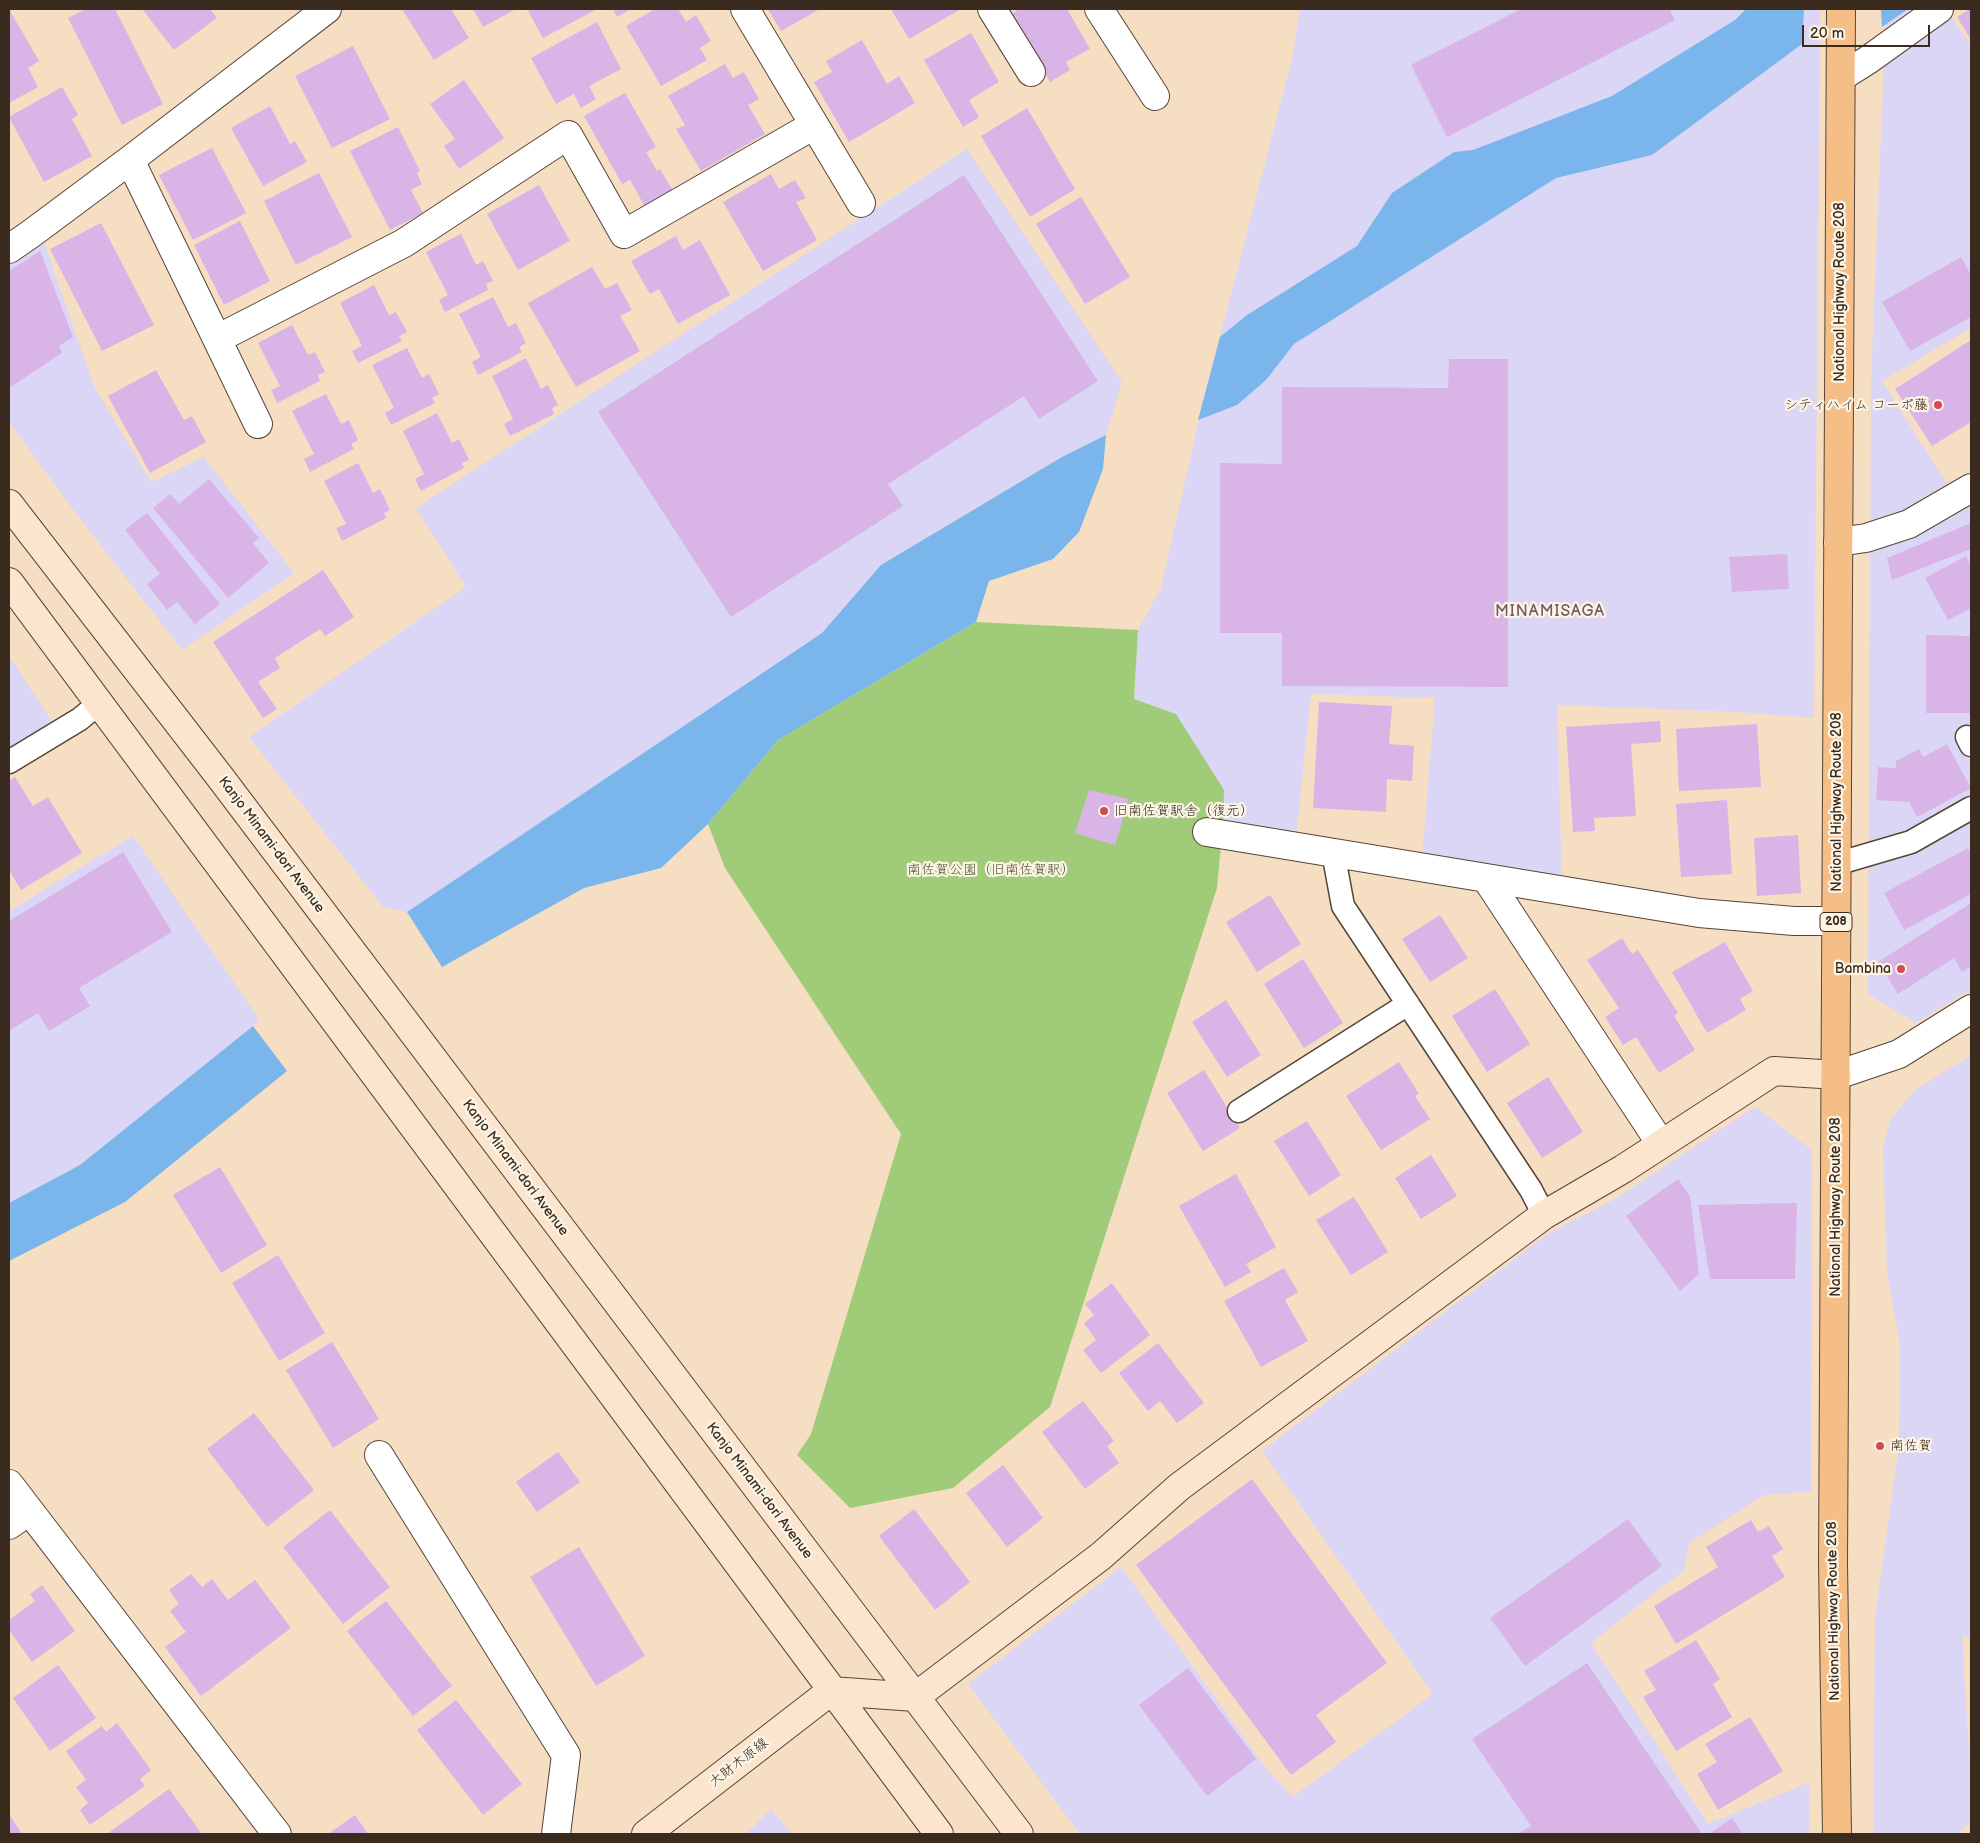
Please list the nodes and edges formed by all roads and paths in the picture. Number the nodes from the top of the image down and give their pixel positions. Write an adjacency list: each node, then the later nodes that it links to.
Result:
1 (327, 9): 11 (street)
2 (745, 9): 10 (street)
3 (992, 9): 7 (street)
4 (1099, 9): 9 (street)
5 (1841, 9): 8 (highway, National Highway Route 208 / 208)
6 (1939, 9): 8 (street)
7 (1031, 72)
8 (1841, 77): 18 (highway, National Highway Route 208 / 208)
9 (1155, 96)
10 (814, 125): 12 (street); 14 (street)
11 (130, 160): 13 (street); 14 (street)
12 (860, 203)
13 (9, 249)
14 (217, 339): 15 (street)
15 (258, 424)
16 (1971, 488): 18 (street)
17 (9, 504): 38 (main road, Kanjo Minami-dori Avenue)
18 (1838, 542): 25 (highway, National Highway Route 208 / 208)
19 (9, 582): 20 (main road)
20 (98, 704): 21 (lane); 37 (main road)
21 (9, 762)
22 (1971, 808): 25 (lane)
23 (1207, 832): 24 (street)
24 (1333, 852): 26 (street); 28 (lane)
25 (1836, 864): 27 (highway, National Highway Route 208 / 208)
26 (1486, 878): 27 (street); 32 (street)
27 (1836, 921): 30 (highway, National Highway Route 208 / 208)
28 (1408, 1004): 31 (lane); 33 (lane)
29 (1971, 1009): 30 (street)
30 (1836, 1075): 32 (main road); 44 (highway, National Highway Route 208 / 208)
31 (1238, 1111)
32 (1661, 1144): 33 (main road)
33 (1544, 1215): 38 (main road)
34 (379, 1455): 40 (street)
35 (9, 1484): 36 (street)
36 (19, 1518): 39 (street)
37 (832, 1691): 38 (main road); 41 (main road, 大財木原線); 42 (main road)
38 (915, 1697): 43 (main road, Kanjo Minami-dori Avenue)
39 (277, 1834)
40 (556, 1834)
41 (646, 1834)
42 (939, 1834)
43 (1019, 1834)
44 (1837, 1834)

....

**WHAT THIS TASK INVOLVES:** Would you mind repeating the records above exactly, without the pictures?

**RESULT BELOW:**
Please list the nodes and edges formed by all roads and paths in the picture. Number the nodes from the top of the image down and give their pixel positions. Write an adjacency list: each node, then the later nodes that it links to.
Result:
1 (327, 9): 11 (street)
2 (745, 9): 10 (street)
3 (992, 9): 7 (street)
4 (1099, 9): 9 (street)
5 (1841, 9): 8 (highway, National Highway Route 208 / 208)
6 (1939, 9): 8 (street)
7 (1031, 72)
8 (1841, 77): 18 (highway, National Highway Route 208 / 208)
9 (1155, 96)
10 (814, 125): 12 (street); 14 (street)
11 (130, 160): 13 (street); 14 (street)
12 (860, 203)
13 (9, 249)
14 (217, 339): 15 (street)
15 (258, 424)
16 (1971, 488): 18 (street)
17 (9, 504): 38 (main road, Kanjo Minami-dori Avenue)
18 (1838, 542): 25 (highway, National Highway Route 208 / 208)
19 (9, 582): 20 (main road)
20 (98, 704): 21 (lane); 37 (main road)
21 (9, 762)
22 (1971, 808): 25 (lane)
23 (1207, 832): 24 (street)
24 (1333, 852): 26 (street); 28 (lane)
25 (1836, 864): 27 (highway, National Highway Route 208 / 208)
26 (1486, 878): 27 (street); 32 (street)
27 (1836, 921): 30 (highway, National Highway Route 208 / 208)
28 (1408, 1004): 31 (lane); 33 (lane)
29 (1971, 1009): 30 (street)
30 (1836, 1075): 32 (main road); 44 (highway, National Highway Route 208 / 208)
31 (1238, 1111)
32 (1661, 1144): 33 (main road)
33 (1544, 1215): 38 (main road)
34 (379, 1455): 40 (street)
35 (9, 1484): 36 (street)
36 (19, 1518): 39 (street)
37 (832, 1691): 38 (main road); 41 (main road, 大財木原線); 42 (main road)
38 (915, 1697): 43 (main road, Kanjo Minami-dori Avenue)
39 (277, 1834)
40 (556, 1834)
41 (646, 1834)
42 (939, 1834)
43 (1019, 1834)
44 (1837, 1834)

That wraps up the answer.